As biotechnology-derived pharmaceuticals have become commonplace in healthcare, pharmacy practitioners should have a detailed knowledge of the manufacture and use of these newer agents. It is clear that technology is proceeding at a rate that is already threatening to bypass our ability to manage the ethical dilemmas presented by these advances.
All cell structures and functions begin with proteins, and the code for building the proteins is found in deoxyribonucleic acid (DNA). This is why the discovery of the double-helix structure of DNA by Watson and Crick in 1953 fundamentally began the unraveling of the mystery of cell processes.

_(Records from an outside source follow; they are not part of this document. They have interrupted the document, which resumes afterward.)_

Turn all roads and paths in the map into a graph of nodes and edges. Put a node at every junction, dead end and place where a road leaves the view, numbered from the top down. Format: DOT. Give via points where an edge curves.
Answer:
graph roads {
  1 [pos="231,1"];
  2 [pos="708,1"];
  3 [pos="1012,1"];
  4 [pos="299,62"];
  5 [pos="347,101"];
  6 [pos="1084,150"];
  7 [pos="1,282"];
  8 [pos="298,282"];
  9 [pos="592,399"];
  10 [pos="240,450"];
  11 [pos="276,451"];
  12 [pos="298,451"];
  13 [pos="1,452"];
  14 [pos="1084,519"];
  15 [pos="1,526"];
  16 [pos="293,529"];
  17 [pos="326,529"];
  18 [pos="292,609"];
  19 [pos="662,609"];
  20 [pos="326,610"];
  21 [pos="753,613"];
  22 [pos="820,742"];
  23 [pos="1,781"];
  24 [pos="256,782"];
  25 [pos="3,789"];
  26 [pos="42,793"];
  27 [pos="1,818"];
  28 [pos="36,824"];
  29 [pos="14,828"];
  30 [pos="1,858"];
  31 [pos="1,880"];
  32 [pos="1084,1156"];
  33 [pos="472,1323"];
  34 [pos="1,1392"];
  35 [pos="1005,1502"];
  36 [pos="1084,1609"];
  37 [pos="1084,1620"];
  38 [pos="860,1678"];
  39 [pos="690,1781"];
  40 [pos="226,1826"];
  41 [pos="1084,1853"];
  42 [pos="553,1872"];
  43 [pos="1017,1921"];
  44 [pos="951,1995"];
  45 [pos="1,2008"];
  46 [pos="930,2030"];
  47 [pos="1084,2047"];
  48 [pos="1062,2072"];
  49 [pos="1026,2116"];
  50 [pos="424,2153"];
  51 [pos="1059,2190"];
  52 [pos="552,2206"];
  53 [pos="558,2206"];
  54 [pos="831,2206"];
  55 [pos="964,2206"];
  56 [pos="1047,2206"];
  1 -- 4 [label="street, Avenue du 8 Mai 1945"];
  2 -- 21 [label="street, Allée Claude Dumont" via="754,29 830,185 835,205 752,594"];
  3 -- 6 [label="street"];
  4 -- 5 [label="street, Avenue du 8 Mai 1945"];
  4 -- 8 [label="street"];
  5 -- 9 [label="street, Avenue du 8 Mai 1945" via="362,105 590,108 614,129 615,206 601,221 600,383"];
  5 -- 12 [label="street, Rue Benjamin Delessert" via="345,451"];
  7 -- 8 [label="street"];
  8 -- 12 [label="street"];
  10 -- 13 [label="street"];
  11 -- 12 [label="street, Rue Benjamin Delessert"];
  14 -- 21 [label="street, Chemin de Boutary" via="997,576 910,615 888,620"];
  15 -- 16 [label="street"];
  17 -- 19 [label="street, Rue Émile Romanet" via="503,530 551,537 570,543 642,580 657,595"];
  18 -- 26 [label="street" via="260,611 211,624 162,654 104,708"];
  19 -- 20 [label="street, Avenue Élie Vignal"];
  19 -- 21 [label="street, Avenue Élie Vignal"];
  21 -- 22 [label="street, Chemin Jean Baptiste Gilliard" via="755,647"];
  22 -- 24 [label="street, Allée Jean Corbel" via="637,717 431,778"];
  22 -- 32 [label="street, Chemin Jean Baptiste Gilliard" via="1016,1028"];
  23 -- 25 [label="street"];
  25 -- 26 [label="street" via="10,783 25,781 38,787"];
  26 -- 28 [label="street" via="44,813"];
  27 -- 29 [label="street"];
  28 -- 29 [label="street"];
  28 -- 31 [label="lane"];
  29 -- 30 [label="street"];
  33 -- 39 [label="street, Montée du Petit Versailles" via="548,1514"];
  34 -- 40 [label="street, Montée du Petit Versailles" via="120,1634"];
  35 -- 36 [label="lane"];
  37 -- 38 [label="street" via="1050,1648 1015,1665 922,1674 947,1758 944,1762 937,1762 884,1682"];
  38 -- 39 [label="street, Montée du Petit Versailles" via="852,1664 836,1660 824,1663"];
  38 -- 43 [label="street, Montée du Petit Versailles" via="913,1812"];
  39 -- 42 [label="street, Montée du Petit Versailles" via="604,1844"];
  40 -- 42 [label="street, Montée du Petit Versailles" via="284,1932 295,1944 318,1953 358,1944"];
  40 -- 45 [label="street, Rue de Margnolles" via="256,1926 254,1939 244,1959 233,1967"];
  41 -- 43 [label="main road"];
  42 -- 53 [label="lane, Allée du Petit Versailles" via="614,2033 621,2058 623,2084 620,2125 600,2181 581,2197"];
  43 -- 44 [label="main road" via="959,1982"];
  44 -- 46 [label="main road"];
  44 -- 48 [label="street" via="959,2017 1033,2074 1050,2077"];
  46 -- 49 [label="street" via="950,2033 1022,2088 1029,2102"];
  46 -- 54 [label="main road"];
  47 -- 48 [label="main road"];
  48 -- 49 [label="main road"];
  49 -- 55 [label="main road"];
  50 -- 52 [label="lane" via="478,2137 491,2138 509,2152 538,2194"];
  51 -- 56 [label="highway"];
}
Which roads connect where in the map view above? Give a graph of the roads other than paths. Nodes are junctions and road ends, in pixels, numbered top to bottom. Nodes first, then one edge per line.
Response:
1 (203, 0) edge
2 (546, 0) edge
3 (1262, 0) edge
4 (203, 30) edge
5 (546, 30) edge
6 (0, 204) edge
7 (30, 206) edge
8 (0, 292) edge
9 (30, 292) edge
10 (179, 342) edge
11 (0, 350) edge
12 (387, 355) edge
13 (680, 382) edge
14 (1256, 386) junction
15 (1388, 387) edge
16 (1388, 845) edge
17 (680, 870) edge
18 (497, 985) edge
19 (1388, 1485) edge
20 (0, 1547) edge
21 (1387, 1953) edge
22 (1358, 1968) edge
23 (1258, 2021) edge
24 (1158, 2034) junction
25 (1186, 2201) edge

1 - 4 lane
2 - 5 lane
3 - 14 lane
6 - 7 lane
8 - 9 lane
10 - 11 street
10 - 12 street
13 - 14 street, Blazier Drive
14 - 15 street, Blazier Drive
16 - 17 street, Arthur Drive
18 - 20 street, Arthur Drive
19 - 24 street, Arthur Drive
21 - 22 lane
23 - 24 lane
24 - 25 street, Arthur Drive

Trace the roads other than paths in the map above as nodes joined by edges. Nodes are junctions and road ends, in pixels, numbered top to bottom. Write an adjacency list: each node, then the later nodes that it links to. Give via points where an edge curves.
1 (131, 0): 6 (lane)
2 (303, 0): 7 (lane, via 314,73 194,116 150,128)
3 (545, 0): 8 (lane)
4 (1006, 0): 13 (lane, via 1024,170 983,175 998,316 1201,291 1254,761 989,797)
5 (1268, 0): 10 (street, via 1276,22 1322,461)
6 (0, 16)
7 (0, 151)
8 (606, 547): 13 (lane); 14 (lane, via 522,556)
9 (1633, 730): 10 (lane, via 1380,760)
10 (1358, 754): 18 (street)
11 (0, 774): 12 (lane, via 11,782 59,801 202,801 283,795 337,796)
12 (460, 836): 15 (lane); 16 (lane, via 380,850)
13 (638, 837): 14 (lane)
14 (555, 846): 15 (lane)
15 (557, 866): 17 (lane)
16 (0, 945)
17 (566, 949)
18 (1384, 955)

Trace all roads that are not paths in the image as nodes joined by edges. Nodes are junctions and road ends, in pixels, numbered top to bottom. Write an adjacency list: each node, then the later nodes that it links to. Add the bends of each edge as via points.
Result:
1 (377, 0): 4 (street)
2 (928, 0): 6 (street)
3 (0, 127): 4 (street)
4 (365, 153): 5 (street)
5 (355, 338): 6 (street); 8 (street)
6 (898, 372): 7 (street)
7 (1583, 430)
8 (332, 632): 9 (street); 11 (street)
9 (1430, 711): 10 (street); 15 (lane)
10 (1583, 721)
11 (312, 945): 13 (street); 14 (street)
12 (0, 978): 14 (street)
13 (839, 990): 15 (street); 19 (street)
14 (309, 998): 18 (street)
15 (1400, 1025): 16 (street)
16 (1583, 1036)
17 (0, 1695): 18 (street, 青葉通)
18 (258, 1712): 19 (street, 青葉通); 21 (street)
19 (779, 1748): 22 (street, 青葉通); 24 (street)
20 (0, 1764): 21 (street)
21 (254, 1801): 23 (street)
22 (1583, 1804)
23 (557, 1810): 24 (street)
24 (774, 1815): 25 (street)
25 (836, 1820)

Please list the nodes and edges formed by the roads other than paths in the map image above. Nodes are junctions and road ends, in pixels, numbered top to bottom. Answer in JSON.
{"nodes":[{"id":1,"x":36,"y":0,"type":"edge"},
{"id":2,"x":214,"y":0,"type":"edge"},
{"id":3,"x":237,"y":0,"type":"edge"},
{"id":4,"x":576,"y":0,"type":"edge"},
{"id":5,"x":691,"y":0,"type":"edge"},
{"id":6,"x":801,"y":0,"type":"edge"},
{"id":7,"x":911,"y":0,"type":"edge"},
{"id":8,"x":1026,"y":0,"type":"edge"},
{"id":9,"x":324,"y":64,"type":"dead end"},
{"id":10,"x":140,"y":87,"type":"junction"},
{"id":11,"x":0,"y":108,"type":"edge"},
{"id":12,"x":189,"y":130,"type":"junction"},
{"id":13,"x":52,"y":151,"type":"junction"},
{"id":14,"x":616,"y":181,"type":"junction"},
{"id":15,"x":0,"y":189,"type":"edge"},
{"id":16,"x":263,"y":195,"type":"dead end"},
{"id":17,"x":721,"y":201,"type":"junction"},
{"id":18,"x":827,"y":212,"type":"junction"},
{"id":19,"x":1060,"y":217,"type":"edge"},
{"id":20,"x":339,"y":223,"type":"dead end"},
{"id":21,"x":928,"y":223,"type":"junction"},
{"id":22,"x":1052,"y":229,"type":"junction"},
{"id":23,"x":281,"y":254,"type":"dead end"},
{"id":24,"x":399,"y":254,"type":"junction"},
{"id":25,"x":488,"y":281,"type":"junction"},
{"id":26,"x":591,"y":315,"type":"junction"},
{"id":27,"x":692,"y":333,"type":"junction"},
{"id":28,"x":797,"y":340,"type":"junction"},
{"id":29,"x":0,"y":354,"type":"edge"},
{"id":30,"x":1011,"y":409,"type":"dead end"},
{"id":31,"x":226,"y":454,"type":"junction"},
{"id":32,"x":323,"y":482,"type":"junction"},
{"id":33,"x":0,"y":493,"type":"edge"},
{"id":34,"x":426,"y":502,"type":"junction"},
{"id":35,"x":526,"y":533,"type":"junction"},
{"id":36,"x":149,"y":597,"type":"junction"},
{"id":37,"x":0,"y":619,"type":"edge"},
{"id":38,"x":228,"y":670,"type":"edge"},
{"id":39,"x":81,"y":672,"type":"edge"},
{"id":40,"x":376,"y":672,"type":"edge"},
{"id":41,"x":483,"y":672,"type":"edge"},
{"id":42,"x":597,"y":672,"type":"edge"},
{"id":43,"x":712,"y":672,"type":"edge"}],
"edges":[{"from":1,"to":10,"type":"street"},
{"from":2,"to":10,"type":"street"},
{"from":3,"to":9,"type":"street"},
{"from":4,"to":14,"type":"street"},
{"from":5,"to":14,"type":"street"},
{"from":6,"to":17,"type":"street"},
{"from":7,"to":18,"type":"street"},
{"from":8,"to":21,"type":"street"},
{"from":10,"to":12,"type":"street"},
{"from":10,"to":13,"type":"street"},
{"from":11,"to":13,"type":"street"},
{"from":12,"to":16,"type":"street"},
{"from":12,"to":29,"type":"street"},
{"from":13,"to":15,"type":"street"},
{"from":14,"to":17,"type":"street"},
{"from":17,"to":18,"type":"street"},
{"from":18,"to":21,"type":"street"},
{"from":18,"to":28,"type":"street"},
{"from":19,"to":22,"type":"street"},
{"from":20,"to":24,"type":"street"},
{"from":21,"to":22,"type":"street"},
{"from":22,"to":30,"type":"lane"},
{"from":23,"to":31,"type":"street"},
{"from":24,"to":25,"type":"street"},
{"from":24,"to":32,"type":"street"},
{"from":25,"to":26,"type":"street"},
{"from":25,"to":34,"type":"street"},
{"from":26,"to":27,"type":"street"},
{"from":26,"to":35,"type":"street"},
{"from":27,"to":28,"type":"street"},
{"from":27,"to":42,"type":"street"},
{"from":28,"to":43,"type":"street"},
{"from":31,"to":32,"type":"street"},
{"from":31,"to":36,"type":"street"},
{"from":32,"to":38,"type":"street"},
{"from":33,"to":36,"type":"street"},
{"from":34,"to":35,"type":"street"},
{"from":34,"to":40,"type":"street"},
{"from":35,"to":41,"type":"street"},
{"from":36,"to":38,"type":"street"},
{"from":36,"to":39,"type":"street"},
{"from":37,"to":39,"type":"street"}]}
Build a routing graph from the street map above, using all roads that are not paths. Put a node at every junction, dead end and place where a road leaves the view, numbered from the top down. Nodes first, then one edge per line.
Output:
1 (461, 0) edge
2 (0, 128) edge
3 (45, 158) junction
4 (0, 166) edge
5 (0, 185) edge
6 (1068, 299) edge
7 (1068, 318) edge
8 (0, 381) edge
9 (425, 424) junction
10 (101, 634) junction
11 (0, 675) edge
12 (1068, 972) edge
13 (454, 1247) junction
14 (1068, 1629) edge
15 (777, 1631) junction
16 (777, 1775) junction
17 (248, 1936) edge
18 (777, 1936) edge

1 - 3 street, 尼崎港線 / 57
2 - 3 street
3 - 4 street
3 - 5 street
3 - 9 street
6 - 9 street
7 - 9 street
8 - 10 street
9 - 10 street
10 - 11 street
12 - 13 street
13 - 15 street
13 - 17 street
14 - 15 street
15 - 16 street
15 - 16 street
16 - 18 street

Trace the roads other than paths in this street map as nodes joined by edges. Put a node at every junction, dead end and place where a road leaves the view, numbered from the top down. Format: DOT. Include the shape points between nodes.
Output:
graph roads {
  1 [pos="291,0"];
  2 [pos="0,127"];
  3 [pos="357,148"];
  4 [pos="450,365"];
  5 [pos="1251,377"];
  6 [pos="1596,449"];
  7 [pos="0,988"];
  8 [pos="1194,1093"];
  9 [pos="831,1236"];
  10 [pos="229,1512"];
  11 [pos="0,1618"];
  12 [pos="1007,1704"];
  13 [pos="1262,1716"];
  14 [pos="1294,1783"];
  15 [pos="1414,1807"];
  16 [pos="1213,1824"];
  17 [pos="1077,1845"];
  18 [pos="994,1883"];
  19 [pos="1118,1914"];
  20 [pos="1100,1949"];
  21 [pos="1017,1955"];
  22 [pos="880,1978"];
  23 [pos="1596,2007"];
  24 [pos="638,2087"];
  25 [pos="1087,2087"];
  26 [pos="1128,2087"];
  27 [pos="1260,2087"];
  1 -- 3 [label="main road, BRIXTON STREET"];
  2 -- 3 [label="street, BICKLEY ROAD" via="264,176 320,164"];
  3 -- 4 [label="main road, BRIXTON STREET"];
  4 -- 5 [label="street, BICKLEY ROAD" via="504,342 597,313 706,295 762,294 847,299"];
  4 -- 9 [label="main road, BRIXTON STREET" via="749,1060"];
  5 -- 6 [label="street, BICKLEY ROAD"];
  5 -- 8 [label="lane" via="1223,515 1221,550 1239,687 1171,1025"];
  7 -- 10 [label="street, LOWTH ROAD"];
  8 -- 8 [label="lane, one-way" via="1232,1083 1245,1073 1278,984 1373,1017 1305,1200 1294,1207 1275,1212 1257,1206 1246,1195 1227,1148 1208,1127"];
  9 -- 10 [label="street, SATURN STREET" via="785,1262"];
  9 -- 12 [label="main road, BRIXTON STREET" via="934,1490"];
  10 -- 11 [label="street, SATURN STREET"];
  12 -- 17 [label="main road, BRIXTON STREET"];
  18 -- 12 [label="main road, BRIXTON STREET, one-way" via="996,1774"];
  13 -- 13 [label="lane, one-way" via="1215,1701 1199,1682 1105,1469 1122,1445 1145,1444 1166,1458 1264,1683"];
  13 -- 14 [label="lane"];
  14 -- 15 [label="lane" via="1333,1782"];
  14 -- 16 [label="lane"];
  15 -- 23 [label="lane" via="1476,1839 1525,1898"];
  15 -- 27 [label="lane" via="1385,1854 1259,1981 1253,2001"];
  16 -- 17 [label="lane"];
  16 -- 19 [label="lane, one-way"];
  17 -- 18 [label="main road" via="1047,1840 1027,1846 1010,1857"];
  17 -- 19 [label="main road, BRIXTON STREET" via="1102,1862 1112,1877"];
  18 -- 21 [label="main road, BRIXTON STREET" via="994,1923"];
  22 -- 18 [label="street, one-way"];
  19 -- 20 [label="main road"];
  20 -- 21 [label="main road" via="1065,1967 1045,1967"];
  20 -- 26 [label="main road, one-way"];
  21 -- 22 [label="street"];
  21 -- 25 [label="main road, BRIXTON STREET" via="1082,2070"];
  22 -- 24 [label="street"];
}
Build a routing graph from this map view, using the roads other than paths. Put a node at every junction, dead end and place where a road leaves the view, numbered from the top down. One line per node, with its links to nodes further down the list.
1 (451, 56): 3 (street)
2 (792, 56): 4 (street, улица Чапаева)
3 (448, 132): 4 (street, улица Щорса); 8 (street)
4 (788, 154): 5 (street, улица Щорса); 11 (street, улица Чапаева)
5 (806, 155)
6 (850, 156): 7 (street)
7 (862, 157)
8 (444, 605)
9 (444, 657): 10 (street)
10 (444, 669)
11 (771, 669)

There are four different nucleotides (containing the bases adenine, cytosine, guanine, and thymidine) with a total of about 3 billion nucleotide units in the human genome, tightly packed into chromosomes. These include the genetic code for a large number of genes, originally estimated at 100,000 in the human but downgraded to roughly 25,000 as a result of the Human Genome Project, a surprisingly low number compared with other species. Each of these genes controls the synthesis of a protein made up of a long strand of anywhere from 50 to 3000 amino acids. Nirenberg and Matthei, in 1961, and others later, elucidated how the nucleotide sequence of a gene regulates the particular sequence in which the 20 different amino acids will be united to produce a particular protein.